◆ The data
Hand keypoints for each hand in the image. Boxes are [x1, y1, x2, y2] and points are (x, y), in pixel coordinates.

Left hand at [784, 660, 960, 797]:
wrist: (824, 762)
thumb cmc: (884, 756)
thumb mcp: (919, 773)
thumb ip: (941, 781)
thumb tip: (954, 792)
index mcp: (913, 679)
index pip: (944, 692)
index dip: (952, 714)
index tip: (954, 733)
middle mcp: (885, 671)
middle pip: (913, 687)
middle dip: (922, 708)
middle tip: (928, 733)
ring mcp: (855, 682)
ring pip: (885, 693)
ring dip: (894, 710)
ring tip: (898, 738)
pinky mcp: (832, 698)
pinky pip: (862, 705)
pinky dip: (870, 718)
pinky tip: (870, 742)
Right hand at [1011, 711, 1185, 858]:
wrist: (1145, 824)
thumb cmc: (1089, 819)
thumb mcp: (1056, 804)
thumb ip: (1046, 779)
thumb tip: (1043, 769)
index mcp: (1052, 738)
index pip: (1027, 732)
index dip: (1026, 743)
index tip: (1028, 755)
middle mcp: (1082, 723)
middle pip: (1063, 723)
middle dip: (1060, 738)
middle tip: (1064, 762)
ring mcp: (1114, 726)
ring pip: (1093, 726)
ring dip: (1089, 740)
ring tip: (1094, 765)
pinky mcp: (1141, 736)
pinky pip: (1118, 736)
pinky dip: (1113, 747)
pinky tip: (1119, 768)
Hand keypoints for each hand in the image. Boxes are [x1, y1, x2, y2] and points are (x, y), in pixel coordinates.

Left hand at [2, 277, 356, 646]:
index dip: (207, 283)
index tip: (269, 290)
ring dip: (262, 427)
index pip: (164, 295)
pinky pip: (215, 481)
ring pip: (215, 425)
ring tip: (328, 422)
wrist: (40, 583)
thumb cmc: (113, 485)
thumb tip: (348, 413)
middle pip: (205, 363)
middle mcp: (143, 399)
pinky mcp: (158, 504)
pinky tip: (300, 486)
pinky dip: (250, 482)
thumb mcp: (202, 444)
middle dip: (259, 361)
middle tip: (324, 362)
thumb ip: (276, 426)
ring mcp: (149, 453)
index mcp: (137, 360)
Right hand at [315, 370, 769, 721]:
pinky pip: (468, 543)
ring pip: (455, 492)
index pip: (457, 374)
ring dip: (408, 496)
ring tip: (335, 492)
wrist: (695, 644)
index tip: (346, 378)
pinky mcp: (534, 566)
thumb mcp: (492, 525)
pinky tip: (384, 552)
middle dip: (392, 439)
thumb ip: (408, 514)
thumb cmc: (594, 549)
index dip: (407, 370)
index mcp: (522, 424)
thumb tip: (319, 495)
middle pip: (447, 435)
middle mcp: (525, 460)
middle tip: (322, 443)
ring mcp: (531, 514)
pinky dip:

◆ Work instructions
Nothing should appear in the answer except the lines from the one containing "middle dip: (259, 361)" to the end of the data above, reproduced exactly.

◆ Written answer
middle dip: (259, 361)
middle tip: (324, 362)
thumb ip: (276, 426)
ring mcp: (149, 453)
index mcp: (137, 360)
Right hand at [315, 370, 769, 721]:
pinky pip: (468, 543)
ring pip: (455, 492)
index pip: (457, 374)
ring dip: (408, 496)
ring tip: (335, 492)
wrist: (695, 644)
index tip: (346, 378)
pinky mcp: (534, 566)
thumb mcp: (492, 525)
pinky tip: (384, 552)
middle dip: (392, 439)
thumb ip: (408, 514)
thumb cmc: (594, 549)
index dip: (407, 370)
index mcp: (522, 424)
thumb tip: (319, 495)
middle pip: (447, 435)
middle mcp: (525, 460)
middle tip: (322, 443)
ring mcp: (531, 514)
pinky dip:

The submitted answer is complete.